*** Opening PROVIDED RECORDS ***

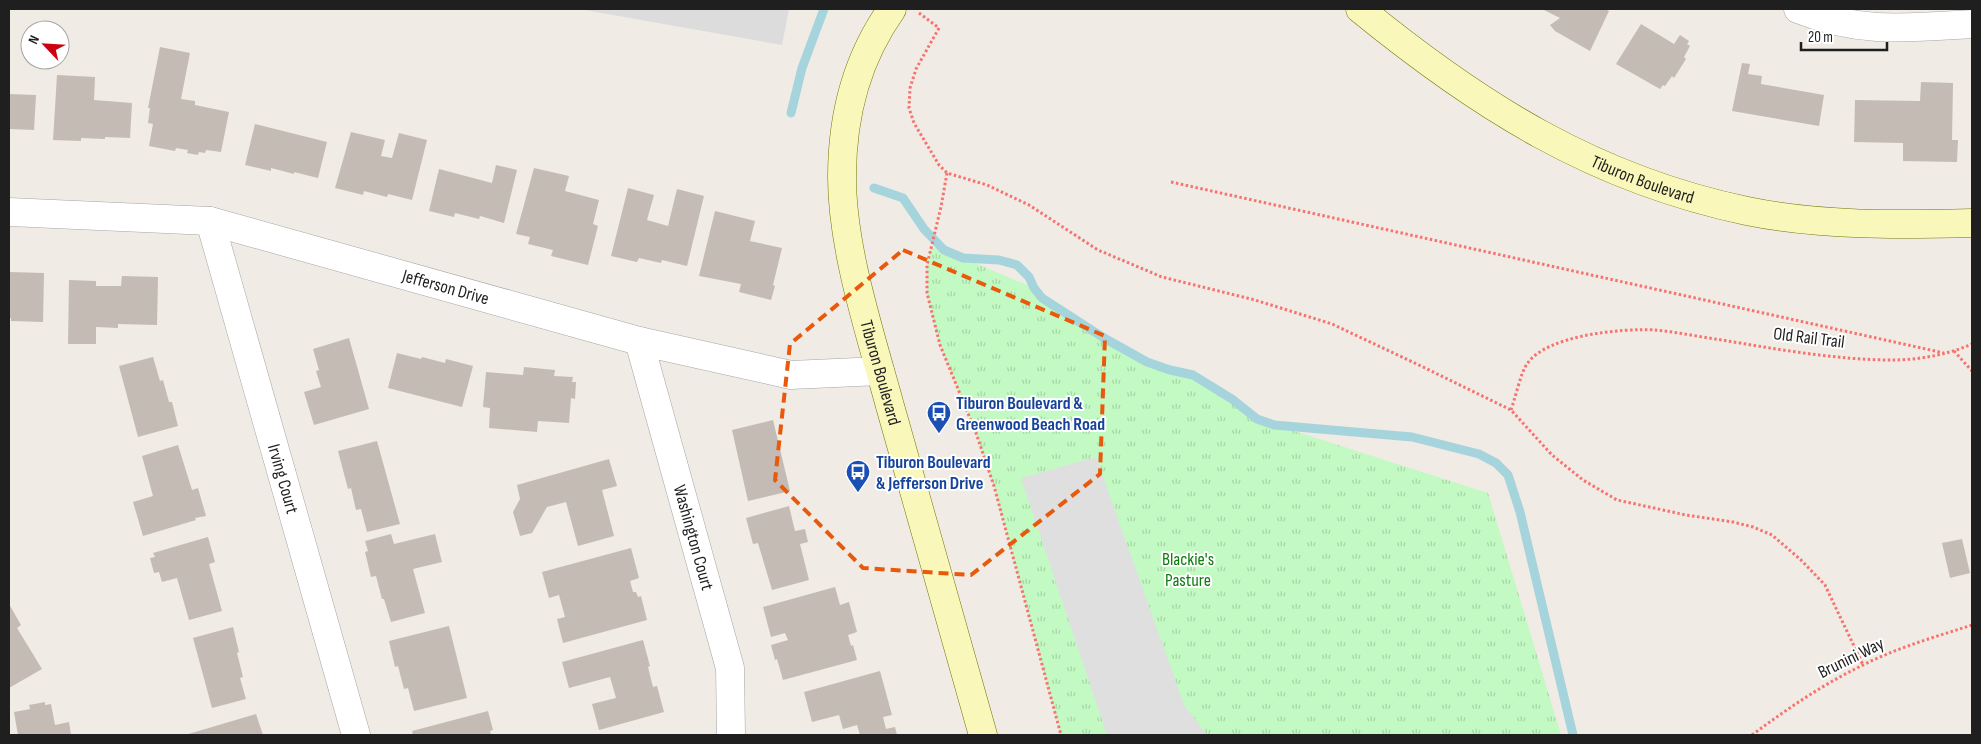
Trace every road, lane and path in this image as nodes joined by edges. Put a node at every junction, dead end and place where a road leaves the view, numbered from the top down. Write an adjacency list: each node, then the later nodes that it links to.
1 (892, 9): 15 (main road, Tiburon Boulevard)
2 (912, 9): 6 (path)
3 (1360, 9): 10 (main road, Tiburon Boulevard)
4 (1798, 9): 5 (street)
5 (1972, 24)
6 (947, 173): 17 (path); 23 (path)
7 (1171, 182): 14 (path)
8 (9, 212): 9 (street, Jefferson Drive)
9 (210, 221): 11 (street, Jefferson Drive); 20 (street, Irving Court)
10 (1972, 223)
11 (640, 341): 15 (street, Jefferson Drive); 21 (street, Washington Court)
12 (1972, 344): 13 (path, Old Rail Trail)
13 (1954, 351): 14 (path, Old Rail Trail); 16 (path)
14 (1944, 353): 17 (path, Old Rail Trail)
15 (880, 370): 22 (main road, Tiburon Boulevard)
16 (1972, 371)
17 (1511, 410): 19 (path)
18 (1972, 625): 19 (path, Brunini Way)
19 (1863, 665): 24 (path, Brunini Way)
20 (356, 735)
21 (731, 735)
22 (983, 735)
23 (1061, 735)
24 (1752, 735)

*** Closing PROVIDED RECORDS ***

EXERCISE >> Only the pictures are to be left out, and all of the data must otherwise be transcribed exactly.

RESULT OF THIS TASK >>
Trace every road, lane and path in this image as nodes joined by edges. Put a node at every junction, dead end and place where a road leaves the view, numbered from the top down. Write an adjacency list: each node, then the later nodes that it links to.
1 (892, 9): 15 (main road, Tiburon Boulevard)
2 (912, 9): 6 (path)
3 (1360, 9): 10 (main road, Tiburon Boulevard)
4 (1798, 9): 5 (street)
5 (1972, 24)
6 (947, 173): 17 (path); 23 (path)
7 (1171, 182): 14 (path)
8 (9, 212): 9 (street, Jefferson Drive)
9 (210, 221): 11 (street, Jefferson Drive); 20 (street, Irving Court)
10 (1972, 223)
11 (640, 341): 15 (street, Jefferson Drive); 21 (street, Washington Court)
12 (1972, 344): 13 (path, Old Rail Trail)
13 (1954, 351): 14 (path, Old Rail Trail); 16 (path)
14 (1944, 353): 17 (path, Old Rail Trail)
15 (880, 370): 22 (main road, Tiburon Boulevard)
16 (1972, 371)
17 (1511, 410): 19 (path)
18 (1972, 625): 19 (path, Brunini Way)
19 (1863, 665): 24 (path, Brunini Way)
20 (356, 735)
21 (731, 735)
22 (983, 735)
23 (1061, 735)
24 (1752, 735)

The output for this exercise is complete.